"""
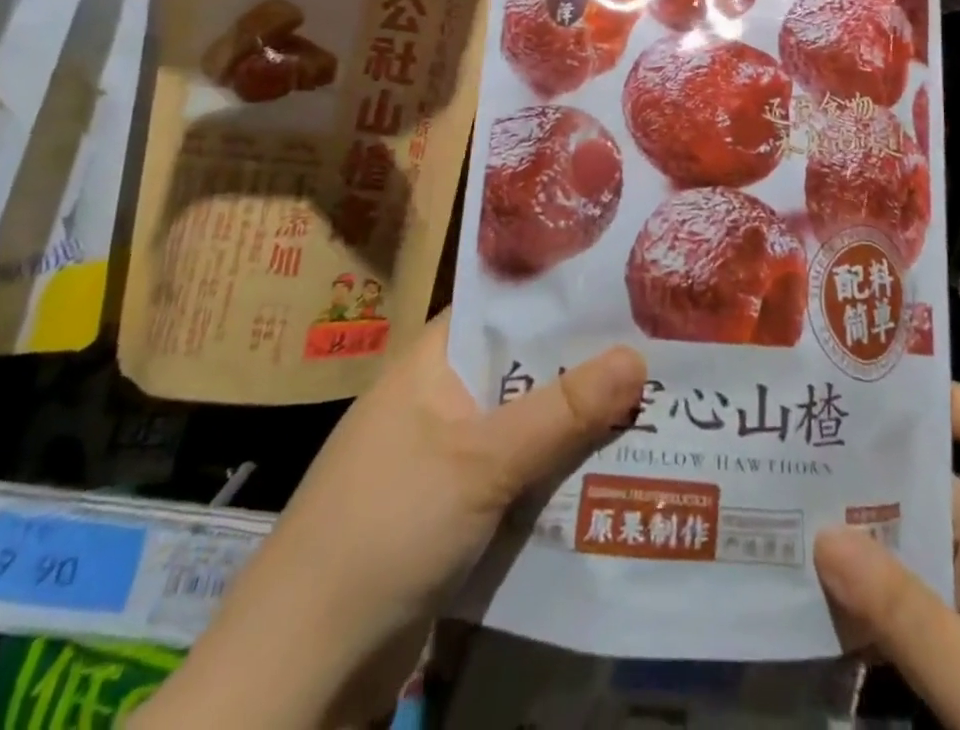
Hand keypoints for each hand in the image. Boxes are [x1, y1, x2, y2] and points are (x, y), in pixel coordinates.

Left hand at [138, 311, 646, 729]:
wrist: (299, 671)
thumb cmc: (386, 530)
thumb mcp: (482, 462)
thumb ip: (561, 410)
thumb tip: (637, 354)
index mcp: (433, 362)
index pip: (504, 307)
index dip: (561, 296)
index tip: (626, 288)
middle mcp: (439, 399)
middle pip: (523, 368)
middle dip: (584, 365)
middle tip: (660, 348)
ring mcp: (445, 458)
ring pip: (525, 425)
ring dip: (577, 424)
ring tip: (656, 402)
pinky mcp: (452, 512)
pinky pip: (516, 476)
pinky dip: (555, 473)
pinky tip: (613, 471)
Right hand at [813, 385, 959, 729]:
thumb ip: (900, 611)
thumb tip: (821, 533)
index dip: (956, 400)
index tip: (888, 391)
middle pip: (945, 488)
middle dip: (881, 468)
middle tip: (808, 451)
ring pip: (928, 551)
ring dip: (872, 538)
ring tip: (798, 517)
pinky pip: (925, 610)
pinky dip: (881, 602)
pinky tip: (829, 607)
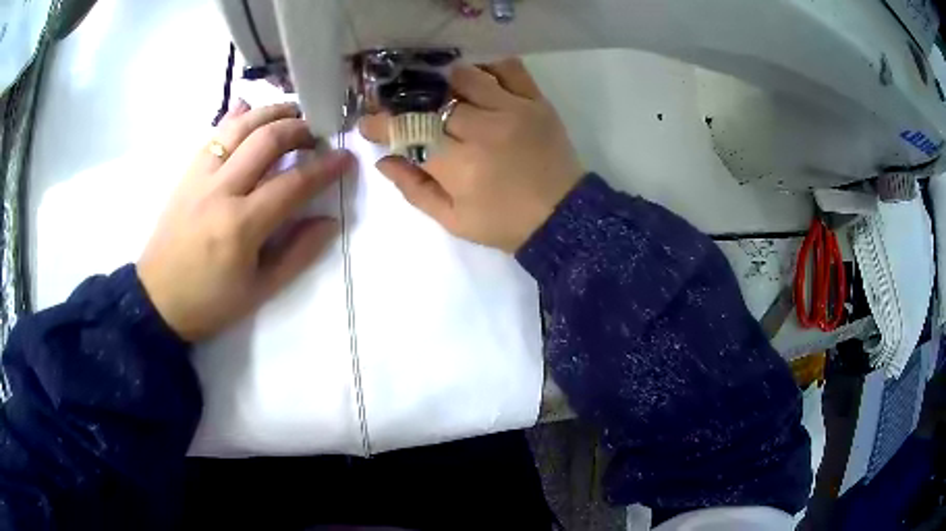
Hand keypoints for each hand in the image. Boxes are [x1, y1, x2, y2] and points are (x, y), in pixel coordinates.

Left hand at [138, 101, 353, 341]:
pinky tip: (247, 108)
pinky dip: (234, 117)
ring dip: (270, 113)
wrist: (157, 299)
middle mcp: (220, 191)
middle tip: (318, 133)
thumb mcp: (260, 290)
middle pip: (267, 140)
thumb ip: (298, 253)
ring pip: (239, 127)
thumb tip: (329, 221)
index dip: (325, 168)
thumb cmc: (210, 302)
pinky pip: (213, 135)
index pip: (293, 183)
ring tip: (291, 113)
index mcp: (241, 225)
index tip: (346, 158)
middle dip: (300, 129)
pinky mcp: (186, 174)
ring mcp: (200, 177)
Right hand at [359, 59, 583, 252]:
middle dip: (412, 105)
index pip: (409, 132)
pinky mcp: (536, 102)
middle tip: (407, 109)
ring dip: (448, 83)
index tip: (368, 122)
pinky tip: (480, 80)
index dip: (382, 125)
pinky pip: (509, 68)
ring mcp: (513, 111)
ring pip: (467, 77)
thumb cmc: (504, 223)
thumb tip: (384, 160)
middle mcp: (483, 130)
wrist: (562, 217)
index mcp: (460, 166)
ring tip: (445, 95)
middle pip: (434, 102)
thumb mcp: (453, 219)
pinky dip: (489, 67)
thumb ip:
"""
Output exactly the lines of the listing above that start with the one holding "pinky tip: (829, 607)" and go on through the one holding "index pip: (293, 183)"; leave the pictures out.

### Solution to this problem:
pinky tip: (829, 607)
Hand keypoints for each hand in the image. Boxes are [x1, y1, x2, y2] and points are (x, y), in pixel coordinates.

Left hand at [138, 101, 353, 341]:
pinky tip: (247, 108)
pinky dip: (234, 117)
ring dip: (270, 113)
wrist: (157, 299)
middle mcp: (220, 191)
middle tip: (318, 133)
thumb mcp: (260, 290)
middle pip: (267, 140)
thumb ip: (298, 253)
ring pip: (239, 127)
thumb tip: (329, 221)
index dip: (325, 168)
thumb cmc: (210, 302)
pinky pip: (213, 135)
index pip: (293, 183)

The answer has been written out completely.